◆ WORK TO COMPLETE: State the number of lines in the material below that have "paths" in them, without any other text.

◆ TASK MATERIAL:
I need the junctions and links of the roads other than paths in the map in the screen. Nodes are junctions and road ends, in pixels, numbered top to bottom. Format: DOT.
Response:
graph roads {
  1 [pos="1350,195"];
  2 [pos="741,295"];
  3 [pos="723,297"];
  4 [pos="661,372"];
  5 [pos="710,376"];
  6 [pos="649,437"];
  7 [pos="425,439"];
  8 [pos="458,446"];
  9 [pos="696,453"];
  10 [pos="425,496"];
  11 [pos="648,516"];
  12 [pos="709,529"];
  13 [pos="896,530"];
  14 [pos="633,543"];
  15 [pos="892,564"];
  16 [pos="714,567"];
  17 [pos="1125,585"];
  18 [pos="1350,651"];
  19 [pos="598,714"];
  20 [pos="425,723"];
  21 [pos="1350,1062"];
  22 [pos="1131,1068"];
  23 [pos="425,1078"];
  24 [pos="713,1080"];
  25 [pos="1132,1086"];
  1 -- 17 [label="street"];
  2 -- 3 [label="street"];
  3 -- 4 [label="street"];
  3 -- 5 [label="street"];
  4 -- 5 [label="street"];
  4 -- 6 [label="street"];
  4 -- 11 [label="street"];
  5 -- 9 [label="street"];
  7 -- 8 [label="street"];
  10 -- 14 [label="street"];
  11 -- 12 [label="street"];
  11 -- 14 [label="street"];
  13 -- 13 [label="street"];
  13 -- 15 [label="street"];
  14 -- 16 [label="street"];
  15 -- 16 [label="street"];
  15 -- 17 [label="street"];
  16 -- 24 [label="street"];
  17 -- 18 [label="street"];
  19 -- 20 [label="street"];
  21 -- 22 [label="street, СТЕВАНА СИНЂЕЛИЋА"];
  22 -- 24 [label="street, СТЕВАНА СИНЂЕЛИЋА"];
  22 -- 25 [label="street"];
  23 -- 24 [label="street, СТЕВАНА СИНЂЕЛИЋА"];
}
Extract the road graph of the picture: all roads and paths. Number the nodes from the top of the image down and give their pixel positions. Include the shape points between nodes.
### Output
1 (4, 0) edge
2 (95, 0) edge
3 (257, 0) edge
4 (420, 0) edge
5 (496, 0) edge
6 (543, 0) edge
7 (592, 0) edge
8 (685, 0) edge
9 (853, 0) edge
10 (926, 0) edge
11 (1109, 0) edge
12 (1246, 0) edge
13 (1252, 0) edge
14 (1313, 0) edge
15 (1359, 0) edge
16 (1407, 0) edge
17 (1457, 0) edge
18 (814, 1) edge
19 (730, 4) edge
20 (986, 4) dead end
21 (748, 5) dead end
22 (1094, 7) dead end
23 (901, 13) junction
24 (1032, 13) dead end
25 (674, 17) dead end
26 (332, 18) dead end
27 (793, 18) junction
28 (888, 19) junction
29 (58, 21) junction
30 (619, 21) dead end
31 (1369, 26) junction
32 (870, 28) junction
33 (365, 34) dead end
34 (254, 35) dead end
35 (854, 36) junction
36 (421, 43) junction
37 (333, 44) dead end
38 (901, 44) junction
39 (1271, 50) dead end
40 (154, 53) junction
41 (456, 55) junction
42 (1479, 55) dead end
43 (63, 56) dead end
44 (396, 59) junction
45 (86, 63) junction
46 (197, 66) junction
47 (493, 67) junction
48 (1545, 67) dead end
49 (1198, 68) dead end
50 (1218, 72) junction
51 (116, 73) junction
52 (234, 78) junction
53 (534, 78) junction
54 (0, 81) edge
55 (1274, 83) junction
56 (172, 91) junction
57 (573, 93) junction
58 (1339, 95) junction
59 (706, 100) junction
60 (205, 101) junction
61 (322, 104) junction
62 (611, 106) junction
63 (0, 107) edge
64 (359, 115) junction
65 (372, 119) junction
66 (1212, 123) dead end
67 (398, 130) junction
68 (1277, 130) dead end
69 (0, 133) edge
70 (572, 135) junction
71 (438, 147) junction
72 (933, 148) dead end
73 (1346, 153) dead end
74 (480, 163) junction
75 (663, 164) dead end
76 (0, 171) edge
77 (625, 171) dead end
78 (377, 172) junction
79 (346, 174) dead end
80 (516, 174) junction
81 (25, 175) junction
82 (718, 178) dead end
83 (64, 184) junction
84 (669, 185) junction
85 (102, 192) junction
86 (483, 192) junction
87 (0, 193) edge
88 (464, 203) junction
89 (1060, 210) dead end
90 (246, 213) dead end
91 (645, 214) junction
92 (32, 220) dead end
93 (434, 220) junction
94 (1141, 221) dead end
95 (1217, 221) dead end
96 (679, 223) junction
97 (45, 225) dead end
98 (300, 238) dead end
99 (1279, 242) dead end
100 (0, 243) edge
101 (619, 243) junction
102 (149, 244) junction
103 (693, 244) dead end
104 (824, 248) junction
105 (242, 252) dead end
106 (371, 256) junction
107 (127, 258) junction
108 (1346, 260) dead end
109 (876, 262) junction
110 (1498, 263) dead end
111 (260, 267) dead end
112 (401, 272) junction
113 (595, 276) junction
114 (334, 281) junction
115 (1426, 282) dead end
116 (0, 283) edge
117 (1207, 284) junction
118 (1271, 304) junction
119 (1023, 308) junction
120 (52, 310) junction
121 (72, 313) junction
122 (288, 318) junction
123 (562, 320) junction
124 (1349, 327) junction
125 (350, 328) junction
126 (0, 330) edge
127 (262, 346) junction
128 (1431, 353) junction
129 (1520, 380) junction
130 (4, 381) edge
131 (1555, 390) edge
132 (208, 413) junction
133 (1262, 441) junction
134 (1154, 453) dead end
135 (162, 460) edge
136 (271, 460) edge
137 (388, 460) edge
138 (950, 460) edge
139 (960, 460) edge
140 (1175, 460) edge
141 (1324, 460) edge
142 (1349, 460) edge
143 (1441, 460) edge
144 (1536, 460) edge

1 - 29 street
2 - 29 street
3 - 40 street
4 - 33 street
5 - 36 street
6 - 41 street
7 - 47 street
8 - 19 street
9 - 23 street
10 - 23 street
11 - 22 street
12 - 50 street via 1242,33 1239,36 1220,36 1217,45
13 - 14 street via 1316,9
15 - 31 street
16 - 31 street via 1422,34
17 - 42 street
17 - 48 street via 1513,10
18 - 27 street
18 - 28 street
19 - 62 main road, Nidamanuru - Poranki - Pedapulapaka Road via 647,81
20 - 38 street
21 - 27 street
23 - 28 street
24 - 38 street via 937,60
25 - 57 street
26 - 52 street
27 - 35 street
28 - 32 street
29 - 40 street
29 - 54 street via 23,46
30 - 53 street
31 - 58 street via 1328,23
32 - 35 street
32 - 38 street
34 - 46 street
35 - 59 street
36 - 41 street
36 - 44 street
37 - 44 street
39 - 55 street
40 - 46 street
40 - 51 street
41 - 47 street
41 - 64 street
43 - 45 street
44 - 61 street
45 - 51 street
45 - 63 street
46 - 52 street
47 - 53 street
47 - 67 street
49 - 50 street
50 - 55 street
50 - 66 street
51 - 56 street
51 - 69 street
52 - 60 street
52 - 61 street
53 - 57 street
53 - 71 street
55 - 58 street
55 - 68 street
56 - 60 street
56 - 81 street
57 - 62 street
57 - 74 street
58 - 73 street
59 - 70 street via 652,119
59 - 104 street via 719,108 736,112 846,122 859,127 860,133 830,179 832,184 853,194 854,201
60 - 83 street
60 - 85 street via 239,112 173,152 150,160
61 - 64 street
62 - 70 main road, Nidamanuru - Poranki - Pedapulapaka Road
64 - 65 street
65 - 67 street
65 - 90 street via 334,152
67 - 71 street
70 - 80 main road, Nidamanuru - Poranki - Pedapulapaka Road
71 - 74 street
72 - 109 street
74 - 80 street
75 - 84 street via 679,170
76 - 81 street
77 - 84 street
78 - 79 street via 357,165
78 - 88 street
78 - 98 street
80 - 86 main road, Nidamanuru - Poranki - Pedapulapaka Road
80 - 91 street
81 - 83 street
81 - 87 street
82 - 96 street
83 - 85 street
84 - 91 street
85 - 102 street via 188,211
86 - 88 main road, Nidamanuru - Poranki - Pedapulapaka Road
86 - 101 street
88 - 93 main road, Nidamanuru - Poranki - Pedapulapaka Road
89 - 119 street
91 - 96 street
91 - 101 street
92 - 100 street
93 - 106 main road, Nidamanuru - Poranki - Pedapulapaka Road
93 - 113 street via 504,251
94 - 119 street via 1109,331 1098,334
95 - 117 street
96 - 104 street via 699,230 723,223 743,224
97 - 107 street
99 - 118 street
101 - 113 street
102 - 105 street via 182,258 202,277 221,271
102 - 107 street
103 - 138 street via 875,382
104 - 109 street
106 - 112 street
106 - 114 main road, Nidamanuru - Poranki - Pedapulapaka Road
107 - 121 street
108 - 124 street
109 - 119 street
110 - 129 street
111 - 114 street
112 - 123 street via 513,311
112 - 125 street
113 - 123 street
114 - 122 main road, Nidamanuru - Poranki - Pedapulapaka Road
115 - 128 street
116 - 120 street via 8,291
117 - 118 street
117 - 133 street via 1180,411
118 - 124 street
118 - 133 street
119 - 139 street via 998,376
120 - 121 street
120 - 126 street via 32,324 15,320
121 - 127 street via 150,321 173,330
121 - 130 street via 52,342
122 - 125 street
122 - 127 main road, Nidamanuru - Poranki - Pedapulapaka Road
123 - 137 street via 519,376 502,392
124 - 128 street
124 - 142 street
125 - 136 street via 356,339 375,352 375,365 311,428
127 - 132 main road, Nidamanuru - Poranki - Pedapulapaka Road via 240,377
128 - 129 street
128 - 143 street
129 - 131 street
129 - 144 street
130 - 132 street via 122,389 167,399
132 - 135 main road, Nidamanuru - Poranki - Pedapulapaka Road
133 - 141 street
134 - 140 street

◆ RESULT OF THE TASK: 2